76 – E, finalmente, o referendo.

Por toda a parte, o pasmo dos rostos espelha a interrogação generalizada. Em esquinas sombrias, no desvão de portas escusas, ou emparedado no lusco-fusco protector de becos antigos, se ouve soprar, em murmúrios temerosos, a pergunta candente: por que razão é que, volvidos tantos dias, ainda não abordaram as crónicas a questão do referendo?

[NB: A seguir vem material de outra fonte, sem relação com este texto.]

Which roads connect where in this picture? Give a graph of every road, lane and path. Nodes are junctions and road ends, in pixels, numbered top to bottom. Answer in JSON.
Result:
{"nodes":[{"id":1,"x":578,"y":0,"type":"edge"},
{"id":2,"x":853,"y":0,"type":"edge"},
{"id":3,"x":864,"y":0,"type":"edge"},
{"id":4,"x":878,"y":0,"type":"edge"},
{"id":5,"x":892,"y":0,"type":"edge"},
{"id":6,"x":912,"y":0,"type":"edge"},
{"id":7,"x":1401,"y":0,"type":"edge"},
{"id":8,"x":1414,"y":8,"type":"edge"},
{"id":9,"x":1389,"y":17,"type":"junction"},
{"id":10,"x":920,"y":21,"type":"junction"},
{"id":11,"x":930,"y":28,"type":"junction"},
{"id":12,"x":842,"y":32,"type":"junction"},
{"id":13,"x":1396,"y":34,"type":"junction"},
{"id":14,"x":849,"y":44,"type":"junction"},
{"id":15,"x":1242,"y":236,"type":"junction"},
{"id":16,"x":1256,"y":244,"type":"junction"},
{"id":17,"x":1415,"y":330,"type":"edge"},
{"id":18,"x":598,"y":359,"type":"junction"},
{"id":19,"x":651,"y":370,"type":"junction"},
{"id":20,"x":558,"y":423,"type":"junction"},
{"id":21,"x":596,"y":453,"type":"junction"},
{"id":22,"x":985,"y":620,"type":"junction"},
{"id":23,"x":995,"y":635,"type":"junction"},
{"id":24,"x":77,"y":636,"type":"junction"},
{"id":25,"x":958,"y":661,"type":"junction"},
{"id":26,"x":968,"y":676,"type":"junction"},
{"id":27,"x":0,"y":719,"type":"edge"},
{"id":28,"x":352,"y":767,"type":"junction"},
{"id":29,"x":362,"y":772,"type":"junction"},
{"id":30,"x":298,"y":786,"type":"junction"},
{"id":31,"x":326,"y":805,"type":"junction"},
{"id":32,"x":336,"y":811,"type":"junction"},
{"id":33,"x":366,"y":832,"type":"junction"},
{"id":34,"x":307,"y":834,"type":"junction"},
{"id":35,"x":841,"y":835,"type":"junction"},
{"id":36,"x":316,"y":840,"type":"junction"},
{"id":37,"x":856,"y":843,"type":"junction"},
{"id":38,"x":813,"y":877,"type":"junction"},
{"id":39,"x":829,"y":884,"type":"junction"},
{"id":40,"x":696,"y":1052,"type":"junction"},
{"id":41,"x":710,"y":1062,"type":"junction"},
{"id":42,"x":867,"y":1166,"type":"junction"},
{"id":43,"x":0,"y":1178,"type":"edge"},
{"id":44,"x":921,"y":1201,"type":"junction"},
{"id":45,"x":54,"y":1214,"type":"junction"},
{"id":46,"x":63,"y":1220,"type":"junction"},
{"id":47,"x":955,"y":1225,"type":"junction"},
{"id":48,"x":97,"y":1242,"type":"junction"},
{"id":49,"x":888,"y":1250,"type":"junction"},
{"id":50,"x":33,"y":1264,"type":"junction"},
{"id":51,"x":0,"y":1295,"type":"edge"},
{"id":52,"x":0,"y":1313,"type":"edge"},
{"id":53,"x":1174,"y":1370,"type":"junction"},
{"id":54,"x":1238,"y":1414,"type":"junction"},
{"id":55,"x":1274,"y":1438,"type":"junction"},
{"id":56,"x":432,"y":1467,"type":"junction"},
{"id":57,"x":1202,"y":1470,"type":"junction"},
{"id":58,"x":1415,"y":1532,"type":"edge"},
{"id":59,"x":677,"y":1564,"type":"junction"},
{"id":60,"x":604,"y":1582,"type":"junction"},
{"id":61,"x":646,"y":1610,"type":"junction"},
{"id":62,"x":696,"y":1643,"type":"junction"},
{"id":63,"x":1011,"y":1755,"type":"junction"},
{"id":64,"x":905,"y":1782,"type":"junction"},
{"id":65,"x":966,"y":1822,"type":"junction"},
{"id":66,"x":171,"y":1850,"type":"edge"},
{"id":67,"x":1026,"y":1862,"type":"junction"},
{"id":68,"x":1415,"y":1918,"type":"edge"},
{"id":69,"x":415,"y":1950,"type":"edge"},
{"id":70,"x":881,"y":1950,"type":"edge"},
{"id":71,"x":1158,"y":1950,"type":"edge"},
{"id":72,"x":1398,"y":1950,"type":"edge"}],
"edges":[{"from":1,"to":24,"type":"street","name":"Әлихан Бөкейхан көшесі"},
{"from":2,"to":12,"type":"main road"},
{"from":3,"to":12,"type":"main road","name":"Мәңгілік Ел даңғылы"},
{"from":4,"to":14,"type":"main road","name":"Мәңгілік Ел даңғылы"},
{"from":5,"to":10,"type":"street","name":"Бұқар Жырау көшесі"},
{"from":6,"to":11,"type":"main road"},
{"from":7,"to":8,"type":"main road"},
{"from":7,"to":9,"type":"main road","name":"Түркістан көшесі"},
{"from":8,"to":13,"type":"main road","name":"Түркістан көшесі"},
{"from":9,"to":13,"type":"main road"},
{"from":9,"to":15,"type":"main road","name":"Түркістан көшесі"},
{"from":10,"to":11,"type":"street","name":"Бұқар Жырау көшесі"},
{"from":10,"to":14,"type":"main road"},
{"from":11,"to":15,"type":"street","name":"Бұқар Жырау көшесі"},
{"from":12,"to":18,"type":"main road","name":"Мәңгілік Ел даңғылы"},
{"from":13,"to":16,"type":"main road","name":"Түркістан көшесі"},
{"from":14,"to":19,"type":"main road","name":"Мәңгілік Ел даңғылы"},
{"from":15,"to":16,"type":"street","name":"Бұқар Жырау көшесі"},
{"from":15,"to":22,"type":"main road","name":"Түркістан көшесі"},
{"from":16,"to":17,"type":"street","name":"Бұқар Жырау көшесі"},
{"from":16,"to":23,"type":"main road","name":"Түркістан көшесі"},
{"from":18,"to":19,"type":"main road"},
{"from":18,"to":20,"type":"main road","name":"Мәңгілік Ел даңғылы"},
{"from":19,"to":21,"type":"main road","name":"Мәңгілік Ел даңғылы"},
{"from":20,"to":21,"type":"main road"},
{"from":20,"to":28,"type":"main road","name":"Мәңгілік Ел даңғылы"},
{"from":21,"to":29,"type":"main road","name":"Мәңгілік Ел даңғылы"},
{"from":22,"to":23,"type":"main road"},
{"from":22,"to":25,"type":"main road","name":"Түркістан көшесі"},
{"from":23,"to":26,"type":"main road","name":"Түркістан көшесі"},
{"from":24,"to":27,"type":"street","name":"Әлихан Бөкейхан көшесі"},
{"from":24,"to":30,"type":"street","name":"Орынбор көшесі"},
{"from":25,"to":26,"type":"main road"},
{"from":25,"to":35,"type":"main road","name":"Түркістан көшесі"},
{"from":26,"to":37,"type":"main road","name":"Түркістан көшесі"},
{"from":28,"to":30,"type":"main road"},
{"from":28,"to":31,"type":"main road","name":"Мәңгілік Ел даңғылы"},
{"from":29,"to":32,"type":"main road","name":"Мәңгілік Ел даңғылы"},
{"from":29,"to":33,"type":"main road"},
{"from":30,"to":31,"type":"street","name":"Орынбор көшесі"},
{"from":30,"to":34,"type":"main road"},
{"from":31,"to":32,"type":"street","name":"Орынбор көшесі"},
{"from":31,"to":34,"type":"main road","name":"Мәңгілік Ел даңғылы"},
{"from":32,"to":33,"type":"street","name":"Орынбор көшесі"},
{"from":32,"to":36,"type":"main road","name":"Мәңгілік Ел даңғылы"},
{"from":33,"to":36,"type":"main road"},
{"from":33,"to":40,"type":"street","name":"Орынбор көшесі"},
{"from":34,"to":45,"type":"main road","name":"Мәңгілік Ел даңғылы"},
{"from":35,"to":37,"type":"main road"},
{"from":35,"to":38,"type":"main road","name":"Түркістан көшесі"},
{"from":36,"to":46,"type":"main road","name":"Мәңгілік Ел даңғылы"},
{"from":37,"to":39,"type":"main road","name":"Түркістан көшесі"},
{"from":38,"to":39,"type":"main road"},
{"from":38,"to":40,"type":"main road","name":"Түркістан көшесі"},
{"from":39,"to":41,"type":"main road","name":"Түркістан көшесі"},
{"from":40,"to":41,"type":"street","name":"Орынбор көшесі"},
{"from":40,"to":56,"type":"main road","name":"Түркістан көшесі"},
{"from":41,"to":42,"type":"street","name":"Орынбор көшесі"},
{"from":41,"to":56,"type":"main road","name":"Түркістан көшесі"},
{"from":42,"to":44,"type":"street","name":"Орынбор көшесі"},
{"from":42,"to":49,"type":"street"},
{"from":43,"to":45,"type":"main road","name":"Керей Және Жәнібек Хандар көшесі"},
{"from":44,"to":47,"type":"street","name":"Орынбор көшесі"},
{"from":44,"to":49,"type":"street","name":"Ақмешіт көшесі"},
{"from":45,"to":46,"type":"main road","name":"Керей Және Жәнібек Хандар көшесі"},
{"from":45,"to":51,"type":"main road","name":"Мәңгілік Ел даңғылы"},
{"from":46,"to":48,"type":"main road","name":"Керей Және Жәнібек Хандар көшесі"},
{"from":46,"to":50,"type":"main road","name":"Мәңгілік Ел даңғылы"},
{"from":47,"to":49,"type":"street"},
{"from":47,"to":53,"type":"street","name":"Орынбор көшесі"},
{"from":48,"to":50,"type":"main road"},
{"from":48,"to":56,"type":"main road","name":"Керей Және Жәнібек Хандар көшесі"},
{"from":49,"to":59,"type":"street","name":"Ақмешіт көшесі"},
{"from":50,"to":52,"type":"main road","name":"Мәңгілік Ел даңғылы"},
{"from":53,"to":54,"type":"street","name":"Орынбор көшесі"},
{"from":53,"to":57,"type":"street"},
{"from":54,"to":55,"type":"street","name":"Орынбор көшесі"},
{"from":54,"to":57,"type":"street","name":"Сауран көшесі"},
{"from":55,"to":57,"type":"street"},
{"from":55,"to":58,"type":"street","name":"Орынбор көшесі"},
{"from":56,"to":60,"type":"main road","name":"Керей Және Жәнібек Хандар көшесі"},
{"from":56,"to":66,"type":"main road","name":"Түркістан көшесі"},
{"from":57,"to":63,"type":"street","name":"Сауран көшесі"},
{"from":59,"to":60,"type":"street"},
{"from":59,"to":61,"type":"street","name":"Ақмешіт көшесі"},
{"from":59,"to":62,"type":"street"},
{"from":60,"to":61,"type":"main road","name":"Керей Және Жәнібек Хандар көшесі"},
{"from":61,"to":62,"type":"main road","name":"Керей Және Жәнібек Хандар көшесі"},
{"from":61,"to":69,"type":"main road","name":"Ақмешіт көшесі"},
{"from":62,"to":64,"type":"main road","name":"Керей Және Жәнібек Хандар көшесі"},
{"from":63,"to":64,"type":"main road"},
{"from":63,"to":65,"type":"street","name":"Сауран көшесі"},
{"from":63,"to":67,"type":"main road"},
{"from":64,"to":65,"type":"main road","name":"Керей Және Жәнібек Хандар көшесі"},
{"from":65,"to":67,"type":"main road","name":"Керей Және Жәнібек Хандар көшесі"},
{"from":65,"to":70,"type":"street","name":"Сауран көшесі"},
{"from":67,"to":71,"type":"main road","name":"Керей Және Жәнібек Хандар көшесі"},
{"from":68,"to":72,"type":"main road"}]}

O ponto que importa perceber é este, existem dois tipos de crónicas. Isto é obviamente mentira, existem vários, mesmo muitos, até, tantos quantas as próprias crónicas, mas pronto, digamos que são dois, que é para não fatigar excessivamente as meninges do esforçado leitor. De acordo com este critério, necessariamente tão arbitrário como qualquer outro critério, podemos dividir as crónicas em “sérias”, e “menos sérias”. De uma forma geral, as sérias defendem a reformulação da sociedade, por via, frequentemente, da reestruturação de mentalidades, e as menos sérias defendem a fundação da utopia, ou melhor, a assumpção de uma utopia que passaria a existir, uma vez assumida, e fazem-no frequentemente por via de meios duvidosos, como o regresso à idade média, a evocação de fantasmas, ou cobrir tudo de salmão. Só uma diferença basilar separa os dois tipos: as crónicas menos sérias assumem o disparate como um facto, enquanto as sérias tentam mostrar, por meio da lógica, que o disparate é um facto.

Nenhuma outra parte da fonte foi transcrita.